Any update on this? On a brand new installation of Mojave using the curl command from the download page in Terminal yields the certificate error.

[brokenzeus]

Same problem on mac...

[mayeaux]

+1 what's going on? :| kind of a big issue for this cert thing to still be throwing errors

[vbertola]

Same problem on my raspi (Raspbian Jessie), even after running update-ca-certificates. I worked around this by using the wget download line with --no-check-certificate, but that's not a real fix - please make sure that you use a certificate which is valid out of the box for all OSes including old ones, without requiring users to mess up with CAs.

[mayeaux]

Same problem on my raspi (Raspbian Jessie), even after running update-ca-certificates. I worked around this by using the wget download line with --no-check-certificate, but that's not a real fix - please make sure that you use a certificate which is valid out of the box for all OSes including old ones, without requiring users to mess up with CAs.
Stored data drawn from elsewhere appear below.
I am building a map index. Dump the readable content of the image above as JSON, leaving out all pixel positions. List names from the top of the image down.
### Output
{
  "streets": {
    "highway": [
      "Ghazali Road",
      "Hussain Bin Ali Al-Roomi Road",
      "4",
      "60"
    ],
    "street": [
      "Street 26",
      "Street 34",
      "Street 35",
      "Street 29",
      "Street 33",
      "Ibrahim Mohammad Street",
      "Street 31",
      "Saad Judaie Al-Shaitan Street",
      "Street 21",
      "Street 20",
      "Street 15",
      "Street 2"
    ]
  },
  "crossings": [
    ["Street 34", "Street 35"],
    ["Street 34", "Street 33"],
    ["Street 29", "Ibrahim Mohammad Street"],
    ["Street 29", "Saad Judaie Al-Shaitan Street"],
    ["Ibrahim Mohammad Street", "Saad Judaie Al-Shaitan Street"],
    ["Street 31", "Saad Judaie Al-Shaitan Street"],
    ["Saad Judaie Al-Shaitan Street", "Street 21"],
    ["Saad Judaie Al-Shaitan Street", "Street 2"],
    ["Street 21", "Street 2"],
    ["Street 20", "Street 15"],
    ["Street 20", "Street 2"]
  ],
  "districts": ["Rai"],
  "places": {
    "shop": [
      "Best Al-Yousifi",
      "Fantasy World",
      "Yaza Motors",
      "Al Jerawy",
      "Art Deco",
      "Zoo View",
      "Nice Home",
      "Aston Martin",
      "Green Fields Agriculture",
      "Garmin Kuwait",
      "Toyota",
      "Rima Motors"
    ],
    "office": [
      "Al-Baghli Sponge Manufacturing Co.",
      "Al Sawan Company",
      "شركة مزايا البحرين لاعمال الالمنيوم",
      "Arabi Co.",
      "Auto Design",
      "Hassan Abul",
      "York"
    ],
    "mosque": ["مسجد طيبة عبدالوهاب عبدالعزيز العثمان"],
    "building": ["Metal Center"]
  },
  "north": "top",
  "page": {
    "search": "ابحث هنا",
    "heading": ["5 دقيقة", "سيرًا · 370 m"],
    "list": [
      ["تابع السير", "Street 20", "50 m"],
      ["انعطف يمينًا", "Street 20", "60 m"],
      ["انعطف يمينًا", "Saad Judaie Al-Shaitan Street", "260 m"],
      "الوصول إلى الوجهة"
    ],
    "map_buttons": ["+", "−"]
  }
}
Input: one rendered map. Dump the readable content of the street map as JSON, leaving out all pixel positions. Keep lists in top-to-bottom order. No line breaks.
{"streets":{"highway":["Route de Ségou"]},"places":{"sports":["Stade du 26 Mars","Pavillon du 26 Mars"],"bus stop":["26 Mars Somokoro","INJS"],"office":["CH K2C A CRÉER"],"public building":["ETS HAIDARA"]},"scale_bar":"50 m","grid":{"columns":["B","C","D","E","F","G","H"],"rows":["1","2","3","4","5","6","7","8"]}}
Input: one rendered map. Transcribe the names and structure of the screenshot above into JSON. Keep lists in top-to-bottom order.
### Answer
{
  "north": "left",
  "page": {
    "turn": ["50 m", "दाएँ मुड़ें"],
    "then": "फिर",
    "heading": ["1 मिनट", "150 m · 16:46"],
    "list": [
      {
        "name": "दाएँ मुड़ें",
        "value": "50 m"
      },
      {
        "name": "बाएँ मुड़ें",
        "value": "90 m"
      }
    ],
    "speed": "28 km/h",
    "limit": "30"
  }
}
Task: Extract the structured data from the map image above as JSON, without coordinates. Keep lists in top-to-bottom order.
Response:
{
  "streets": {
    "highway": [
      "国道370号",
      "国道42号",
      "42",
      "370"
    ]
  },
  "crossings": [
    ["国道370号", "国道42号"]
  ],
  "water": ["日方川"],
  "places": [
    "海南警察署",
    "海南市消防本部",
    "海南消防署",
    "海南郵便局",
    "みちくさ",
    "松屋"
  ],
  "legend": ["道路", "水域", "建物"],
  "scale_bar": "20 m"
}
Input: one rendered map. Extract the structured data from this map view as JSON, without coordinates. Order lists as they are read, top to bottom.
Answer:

Amen. Can this get re-opened? It's certainly still an issue.

[technimad]

This is still a problem on macOS 10.14:

$./youtube-dl --version
2020.06.06
$ ./youtube-dl -v -U
[debug] System config: []
[debug] User config: []
[debug] Custom config: []
[debug] Command-line args: [u'-v', u'-U']
[debug] Encodings: locale UTF-8, fs utf-8, out UTF-8, pref UTF-8
[debug] youtube-dl version 2020.06.06
[debug] Python version 2.7.16 (CPython) - Darwin-18.7.0-x86_64-i386-64bit
[debug] exe versions: ffmpeg 4.2.3-tessus, ffprobe 4.2.3-tessus
[debug] Proxy map: {}
Traceback (most recent call last):
  File "./youtube-dl/youtube_dl/update.py", line 46, in update_self
    newversion = opener.open(VERSION_URL).read().decode('utf-8').strip()
  File "/System/Library/Frameworks/Python.framework/Versions/2.7/lib/python2.7/urllib2.py", line 429, in open
    response = self._open(req, data)
  File "/System/Library/Frameworks/Python.framework/Versions/2.7/lib/python2.7/urllib2.py", line 447, in _open
    '_open', req)
  File "/System/Library/Frameworks/Python.framework/Versions/2.7/lib/python2.7/urllib2.py", line 407, in _call_chain
    result = func(*args)
  File "./youtube-dl/youtube_dl/utils.py", line 2736, in https_open
    req, **kwargs)
  File "/System/Library/Frameworks/Python.framework/Versions/2.7/lib/python2.7/urllib2.py", line 1198, in do_open
    raise URLError(err)
URLError: <urlopen error [SSL: CERTIFICATE_VERIFY_FAILED] certificate verify failed (_ssl.c:727)>

ERROR: can't find the current version. Please try again later.

Please reopen, or provide a clear work around.